Taiga is a strip of severe coniferous forest consisting of high stemmed spruce, pine, larch, cedar and fir with an admixture of birch, aspen, alder, and in the east of Siberia — fragrant poplar.
The taiga makes up almost 90% of the area of the entire forest zone, which occupies more than 1/3 of the territory of Russia.
The southern border of the taiga coincides with the limit of the distribution of oak, which is not found in the taiga.
In the European part of Russia, the taiga stretches from Karelia to the Urals, then stretches through all of Siberia, including Kamchatka and Sakhalin.

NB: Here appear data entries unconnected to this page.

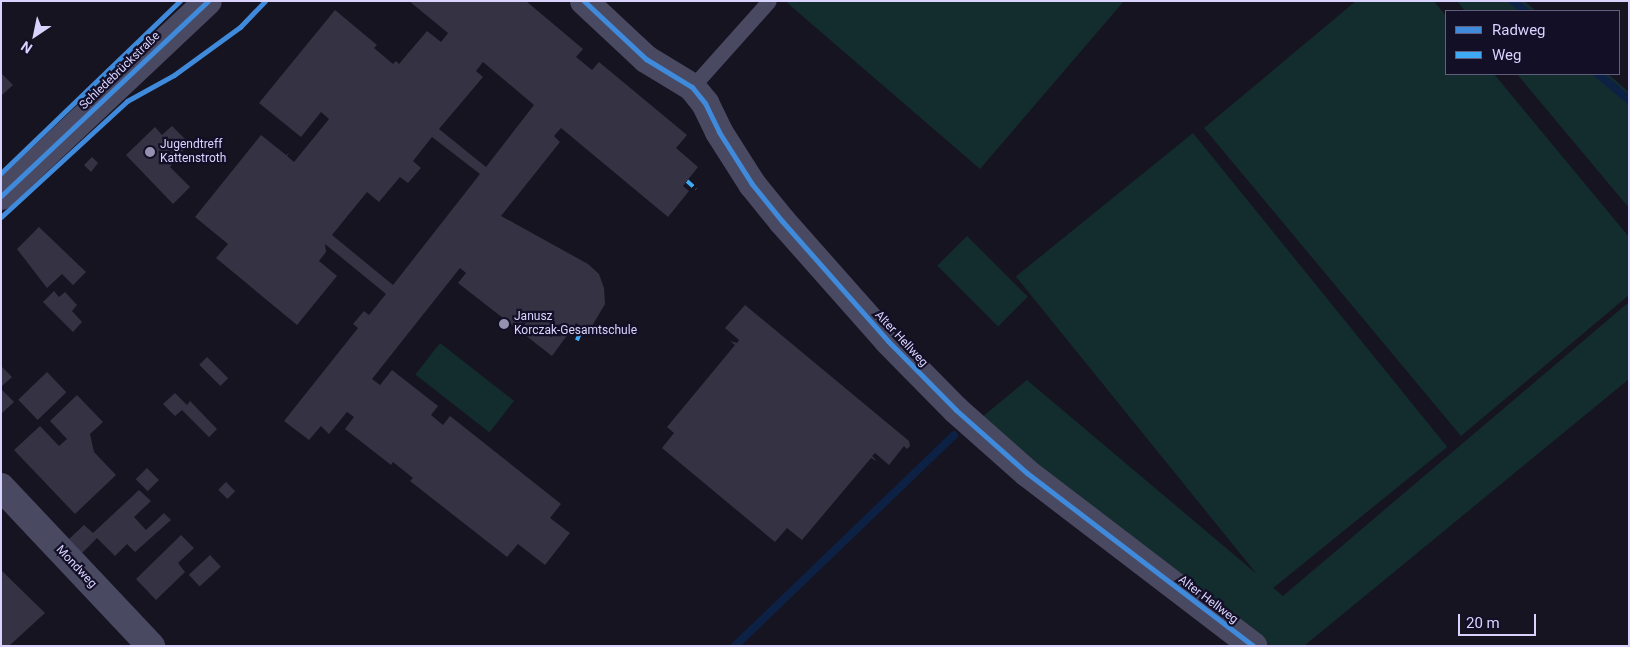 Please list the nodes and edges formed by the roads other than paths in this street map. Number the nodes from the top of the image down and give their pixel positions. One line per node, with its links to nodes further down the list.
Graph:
1 (208, 1): 5 (street, Schledebrückstraße)
2 (584, 1): 4 (street, Alter Hellweg)
3 (769, 1): 4 (lane)
4 (692, 87): 7 (street, Alter Hellweg)
5 (1, 196)
6 (1, 488): 8 (street, Mondweg)
7 (1247, 644)
8 (151, 646)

In the south west and south east, the taiga passes into a strip of mixed and broad leaved forests.
The climate of the taiga is characterized by relatively warm and rather humid summers and cool, and sometimes cold winters.
The average annual precipitation is from 300 to 600 mm (in Eastern Siberia it decreases even to 150-200 mm).

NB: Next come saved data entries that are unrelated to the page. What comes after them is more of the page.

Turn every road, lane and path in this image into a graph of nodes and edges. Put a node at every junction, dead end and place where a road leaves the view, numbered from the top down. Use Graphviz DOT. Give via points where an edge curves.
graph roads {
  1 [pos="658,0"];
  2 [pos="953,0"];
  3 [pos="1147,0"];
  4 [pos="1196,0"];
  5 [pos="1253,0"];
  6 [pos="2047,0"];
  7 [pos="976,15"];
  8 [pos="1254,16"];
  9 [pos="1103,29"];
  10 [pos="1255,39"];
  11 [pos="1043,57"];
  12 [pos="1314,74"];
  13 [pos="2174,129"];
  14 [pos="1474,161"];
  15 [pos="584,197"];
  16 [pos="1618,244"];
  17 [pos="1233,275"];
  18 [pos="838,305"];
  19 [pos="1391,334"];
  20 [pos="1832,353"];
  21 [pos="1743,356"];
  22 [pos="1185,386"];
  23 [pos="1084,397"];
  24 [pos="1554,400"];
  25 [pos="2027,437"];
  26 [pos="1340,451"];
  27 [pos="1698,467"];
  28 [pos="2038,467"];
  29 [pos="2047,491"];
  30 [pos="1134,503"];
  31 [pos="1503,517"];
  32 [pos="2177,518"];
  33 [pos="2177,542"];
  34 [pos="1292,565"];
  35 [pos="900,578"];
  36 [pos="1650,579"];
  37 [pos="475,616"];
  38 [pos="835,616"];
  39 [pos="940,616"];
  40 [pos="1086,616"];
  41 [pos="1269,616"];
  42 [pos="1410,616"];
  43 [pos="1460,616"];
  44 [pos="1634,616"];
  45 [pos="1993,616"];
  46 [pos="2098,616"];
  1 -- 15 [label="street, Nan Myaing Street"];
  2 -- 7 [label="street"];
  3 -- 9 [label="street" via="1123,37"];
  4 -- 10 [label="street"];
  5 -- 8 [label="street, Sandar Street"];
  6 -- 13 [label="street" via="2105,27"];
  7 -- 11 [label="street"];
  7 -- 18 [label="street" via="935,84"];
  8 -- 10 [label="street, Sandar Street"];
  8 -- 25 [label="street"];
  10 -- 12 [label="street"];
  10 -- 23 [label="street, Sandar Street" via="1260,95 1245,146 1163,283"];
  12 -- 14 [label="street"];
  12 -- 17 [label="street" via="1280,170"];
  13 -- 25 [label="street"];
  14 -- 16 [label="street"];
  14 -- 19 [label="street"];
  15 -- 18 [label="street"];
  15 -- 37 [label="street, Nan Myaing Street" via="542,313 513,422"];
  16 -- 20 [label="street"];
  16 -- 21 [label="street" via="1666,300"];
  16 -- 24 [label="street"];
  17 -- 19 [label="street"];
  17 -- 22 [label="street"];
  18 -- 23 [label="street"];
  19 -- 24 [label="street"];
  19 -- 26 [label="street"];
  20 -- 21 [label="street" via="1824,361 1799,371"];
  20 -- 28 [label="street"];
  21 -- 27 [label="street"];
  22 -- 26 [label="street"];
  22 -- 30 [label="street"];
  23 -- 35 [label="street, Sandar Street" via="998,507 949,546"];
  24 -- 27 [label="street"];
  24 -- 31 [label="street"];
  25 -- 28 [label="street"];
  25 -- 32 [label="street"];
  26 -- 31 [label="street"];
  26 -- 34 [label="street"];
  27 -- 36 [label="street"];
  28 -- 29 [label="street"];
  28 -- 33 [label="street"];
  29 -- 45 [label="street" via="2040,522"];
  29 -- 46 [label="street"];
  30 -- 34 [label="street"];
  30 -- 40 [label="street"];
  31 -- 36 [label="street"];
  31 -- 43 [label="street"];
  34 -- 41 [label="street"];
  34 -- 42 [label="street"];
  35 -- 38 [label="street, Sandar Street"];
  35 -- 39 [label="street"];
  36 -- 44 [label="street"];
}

The air temperature in summer often exceeds +30 °C; in winter, frosts reach 30 ... 50°C.
As we move from west to east, the climate of the taiga becomes more continental.
In Eastern Siberia, there is a hot and dry summer, a harsh and snow free winter.
In Yakutia, a fairly powerful layer of permafrost is preserved.
According to the relief, the taiga is not uniform throughout.
Within the European part of Russia and Western Siberia (up to the Yenisei) it is low lying and swampy.
The forest is dominated by spruce and pine, sometimes cedar.
Between the Yenisei and Lena, the taiga becomes mountainous, and to the east of the Lena it turns into a real mountain country.
The forests here consist of Siberian and Daurian larch trees adapted to the harsh climate and cold soils.
Dense taiga forests often have neither shrubs nor grass cover under their canopy.
There is a chaos of windbreak and dead wood in them: trees withered on the root, decks of fallen trunks with rotten wood, rotten stumps, moss carpets.
The closed crowns of high stemmed trees create semi darkness.
The larch forests of Eastern Siberia (beyond the Yenisei) look somewhat lighter, but they are also full of windbreak and mosses.
Only in the burning areas there are areas with good undergrowth and grass cover.
There is an intensive process of reforestation, there are young birch trees and berry bushes (raspberries, currants), flowering herbs.
Along the banks of large and small rivers that cut through the taiga, alder, willow, mountain ash, birch, dense thickets of various shrubs grow.
This brings diversity to the same type of vegetation of the coniferous forest.
The taiga feeds many animals, among which some feed on the seeds of coniferous trees, buds and shoots of shrubs, various insects, berries and mushrooms, while others lead a predatory lifestyle, attacking live prey.
Mouse like rodents play an important role in the nutrition of carnivorous animals.
Animals in the taiga have to experience the influence of snow cover, which lasts for quite a long time (200-250 or more days a year).
It lies on the ground in an even loose layer, in places of considerable depth.
For some animals, snow makes it difficult to move and get food, for others it serves as a protection from the cold.
For example, mouse like rodents and shrews escape from frost under the cover of snow and continue to lead an active life, finding food for themselves throughout the winter in the forest litter and the upper soil layer.
Hares use snow for shelter, arranging their beds in it; grouse and grouse are buried in the snow for the night; bears sleep in their dens and chipmunks in their burrows under the snow cover.